Beneath this task is a listing. State how many of its lines include the string "Landesstraße", giving nothing but the number.

+ + +

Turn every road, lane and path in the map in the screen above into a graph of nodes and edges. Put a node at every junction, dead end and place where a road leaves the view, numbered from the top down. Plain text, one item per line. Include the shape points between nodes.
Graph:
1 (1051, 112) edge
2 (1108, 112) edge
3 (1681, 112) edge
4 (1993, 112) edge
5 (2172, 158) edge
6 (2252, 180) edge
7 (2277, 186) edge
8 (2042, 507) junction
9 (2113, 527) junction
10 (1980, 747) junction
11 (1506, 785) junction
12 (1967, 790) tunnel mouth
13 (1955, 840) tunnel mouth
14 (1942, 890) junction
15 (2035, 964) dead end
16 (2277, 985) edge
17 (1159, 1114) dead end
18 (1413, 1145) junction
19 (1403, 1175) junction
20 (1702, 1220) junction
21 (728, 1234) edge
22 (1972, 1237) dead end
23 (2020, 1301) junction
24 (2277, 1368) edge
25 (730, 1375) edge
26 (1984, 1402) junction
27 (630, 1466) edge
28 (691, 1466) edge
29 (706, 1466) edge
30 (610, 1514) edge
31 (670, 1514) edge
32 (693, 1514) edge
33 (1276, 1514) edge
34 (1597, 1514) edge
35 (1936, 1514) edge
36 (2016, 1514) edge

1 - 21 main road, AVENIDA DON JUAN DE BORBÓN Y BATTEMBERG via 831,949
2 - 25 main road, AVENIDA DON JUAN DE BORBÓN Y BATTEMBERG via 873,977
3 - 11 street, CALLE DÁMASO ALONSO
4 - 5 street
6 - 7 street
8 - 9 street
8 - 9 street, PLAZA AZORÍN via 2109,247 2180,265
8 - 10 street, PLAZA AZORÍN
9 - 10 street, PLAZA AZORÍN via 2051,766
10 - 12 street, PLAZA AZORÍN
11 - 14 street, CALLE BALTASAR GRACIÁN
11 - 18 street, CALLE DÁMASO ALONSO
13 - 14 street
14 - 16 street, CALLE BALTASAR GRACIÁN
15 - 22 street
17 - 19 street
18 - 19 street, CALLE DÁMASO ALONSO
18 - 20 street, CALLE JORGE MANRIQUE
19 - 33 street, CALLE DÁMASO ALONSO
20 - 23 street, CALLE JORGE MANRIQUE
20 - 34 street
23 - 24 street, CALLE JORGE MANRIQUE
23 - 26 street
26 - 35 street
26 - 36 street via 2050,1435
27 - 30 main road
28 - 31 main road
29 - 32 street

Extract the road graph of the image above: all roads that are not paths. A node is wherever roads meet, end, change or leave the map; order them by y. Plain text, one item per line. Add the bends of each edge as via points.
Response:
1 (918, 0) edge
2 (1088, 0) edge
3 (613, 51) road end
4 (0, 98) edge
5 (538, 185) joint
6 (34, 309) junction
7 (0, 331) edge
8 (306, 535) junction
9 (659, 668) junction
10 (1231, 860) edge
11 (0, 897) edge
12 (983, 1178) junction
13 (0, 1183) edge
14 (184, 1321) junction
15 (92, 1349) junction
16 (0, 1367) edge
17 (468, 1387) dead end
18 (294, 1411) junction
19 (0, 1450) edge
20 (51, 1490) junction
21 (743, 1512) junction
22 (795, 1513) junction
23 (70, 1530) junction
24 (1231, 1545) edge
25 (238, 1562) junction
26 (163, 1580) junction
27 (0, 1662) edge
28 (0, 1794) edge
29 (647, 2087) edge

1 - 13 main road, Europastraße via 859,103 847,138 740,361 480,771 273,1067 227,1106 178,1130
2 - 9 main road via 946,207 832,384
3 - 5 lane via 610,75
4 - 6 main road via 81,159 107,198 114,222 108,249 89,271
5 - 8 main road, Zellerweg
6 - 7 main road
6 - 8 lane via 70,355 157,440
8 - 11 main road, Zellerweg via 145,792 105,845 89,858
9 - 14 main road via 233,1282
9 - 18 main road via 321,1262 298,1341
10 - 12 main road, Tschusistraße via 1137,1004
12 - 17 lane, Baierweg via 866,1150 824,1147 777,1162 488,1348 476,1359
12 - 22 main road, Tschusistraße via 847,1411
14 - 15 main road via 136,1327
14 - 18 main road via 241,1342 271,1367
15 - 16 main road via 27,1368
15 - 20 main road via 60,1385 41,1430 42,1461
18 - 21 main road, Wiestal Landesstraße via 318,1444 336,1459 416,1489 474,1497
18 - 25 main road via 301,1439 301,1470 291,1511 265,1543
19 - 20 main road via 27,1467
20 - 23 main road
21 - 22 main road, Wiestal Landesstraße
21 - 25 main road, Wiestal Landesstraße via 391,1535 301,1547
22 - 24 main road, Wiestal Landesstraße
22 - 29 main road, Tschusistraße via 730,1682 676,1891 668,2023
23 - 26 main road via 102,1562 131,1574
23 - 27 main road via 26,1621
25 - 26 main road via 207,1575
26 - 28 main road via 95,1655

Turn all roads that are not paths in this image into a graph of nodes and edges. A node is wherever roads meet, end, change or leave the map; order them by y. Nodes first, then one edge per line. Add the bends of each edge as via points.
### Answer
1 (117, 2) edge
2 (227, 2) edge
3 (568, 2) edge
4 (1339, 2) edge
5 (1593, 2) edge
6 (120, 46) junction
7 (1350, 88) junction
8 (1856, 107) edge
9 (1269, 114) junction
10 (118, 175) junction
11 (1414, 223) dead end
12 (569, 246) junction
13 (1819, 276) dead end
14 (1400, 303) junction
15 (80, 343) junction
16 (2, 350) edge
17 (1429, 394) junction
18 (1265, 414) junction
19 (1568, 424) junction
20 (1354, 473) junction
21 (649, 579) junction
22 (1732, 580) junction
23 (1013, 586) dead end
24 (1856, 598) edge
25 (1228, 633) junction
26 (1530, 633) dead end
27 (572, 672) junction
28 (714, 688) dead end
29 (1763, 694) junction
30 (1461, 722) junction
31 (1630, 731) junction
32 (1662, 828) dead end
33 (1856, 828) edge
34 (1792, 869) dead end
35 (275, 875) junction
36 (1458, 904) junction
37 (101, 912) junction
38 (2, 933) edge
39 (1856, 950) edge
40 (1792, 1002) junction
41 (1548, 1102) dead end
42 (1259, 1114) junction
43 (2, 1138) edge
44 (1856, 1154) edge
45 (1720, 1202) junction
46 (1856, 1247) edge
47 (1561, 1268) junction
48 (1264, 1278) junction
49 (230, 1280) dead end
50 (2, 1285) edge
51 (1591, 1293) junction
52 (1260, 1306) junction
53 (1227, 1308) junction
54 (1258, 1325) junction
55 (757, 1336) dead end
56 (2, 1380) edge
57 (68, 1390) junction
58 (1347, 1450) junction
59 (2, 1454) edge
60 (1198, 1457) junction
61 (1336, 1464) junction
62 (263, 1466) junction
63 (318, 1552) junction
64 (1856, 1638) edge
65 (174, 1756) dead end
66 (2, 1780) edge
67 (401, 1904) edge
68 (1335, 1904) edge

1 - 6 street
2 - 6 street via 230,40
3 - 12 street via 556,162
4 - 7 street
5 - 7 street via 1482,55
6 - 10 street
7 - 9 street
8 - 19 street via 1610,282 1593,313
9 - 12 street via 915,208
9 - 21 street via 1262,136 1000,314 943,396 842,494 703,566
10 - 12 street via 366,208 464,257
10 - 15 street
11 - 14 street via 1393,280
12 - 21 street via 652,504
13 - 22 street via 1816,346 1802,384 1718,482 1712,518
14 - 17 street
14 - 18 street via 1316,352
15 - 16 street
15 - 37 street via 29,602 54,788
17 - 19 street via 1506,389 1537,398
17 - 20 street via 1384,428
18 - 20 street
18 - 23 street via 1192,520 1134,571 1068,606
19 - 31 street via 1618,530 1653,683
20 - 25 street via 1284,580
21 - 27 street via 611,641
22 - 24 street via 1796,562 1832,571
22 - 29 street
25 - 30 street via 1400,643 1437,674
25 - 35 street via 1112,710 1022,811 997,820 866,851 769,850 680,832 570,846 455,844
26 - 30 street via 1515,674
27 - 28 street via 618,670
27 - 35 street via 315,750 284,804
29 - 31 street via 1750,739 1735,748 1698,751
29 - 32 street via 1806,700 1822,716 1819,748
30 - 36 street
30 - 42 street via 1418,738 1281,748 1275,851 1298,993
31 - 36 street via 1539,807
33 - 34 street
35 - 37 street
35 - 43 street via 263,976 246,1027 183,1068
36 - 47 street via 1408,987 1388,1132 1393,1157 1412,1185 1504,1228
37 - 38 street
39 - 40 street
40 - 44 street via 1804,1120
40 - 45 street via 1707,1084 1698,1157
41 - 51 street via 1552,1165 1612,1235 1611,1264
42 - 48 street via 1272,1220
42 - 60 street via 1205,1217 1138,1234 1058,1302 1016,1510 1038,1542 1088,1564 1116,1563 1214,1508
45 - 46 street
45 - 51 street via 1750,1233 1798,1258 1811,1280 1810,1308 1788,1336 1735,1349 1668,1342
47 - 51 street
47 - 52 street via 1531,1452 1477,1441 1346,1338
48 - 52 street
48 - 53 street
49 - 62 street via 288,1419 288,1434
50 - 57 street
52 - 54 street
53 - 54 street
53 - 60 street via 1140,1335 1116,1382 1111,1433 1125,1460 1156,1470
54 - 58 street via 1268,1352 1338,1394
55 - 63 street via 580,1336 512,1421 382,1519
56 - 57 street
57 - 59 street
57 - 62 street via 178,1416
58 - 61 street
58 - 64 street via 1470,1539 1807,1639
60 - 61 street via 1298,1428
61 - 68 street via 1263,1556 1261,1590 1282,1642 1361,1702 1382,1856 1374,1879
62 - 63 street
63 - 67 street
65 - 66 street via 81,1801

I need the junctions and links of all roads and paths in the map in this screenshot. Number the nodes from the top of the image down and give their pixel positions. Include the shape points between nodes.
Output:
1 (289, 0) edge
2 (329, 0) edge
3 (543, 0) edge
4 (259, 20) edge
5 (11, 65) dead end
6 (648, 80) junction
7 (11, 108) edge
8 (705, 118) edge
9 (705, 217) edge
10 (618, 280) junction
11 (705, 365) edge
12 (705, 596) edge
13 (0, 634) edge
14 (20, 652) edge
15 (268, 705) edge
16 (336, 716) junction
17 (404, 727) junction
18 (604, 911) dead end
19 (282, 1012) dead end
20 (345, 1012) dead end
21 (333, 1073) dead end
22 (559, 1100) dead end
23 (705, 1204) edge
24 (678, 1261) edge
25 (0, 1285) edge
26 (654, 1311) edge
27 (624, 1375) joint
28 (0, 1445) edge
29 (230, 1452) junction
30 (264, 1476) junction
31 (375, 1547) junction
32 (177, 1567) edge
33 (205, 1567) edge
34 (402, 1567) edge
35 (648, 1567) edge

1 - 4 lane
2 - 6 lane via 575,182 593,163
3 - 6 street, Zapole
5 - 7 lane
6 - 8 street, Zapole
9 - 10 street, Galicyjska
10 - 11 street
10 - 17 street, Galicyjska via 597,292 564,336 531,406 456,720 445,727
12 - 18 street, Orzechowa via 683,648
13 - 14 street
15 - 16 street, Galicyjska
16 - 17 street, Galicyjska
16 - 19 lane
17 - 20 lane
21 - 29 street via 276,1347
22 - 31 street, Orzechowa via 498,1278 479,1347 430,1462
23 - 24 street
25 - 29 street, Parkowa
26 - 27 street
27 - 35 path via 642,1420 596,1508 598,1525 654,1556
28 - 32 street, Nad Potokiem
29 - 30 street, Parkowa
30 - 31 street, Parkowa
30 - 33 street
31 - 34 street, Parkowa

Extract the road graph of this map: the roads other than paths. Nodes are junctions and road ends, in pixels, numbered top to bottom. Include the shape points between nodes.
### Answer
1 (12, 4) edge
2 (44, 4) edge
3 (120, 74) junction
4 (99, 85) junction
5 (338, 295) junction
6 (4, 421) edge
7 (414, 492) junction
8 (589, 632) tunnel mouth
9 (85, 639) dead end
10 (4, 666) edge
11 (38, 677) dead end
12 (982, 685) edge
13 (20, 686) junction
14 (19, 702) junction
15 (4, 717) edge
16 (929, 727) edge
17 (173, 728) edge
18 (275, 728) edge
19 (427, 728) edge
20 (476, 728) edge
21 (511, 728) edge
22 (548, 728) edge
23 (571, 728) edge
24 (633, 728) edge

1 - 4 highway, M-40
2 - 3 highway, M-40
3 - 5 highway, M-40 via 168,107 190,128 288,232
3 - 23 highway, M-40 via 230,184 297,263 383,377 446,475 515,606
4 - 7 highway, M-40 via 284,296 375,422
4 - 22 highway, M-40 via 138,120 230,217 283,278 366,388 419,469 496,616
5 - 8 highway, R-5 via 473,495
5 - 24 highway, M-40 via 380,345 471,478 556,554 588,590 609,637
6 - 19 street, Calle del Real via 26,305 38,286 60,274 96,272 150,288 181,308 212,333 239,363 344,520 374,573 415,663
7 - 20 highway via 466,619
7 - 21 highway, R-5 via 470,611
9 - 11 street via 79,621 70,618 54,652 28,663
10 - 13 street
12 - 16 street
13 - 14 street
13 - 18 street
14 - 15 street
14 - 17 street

+ + +

Written answer:
4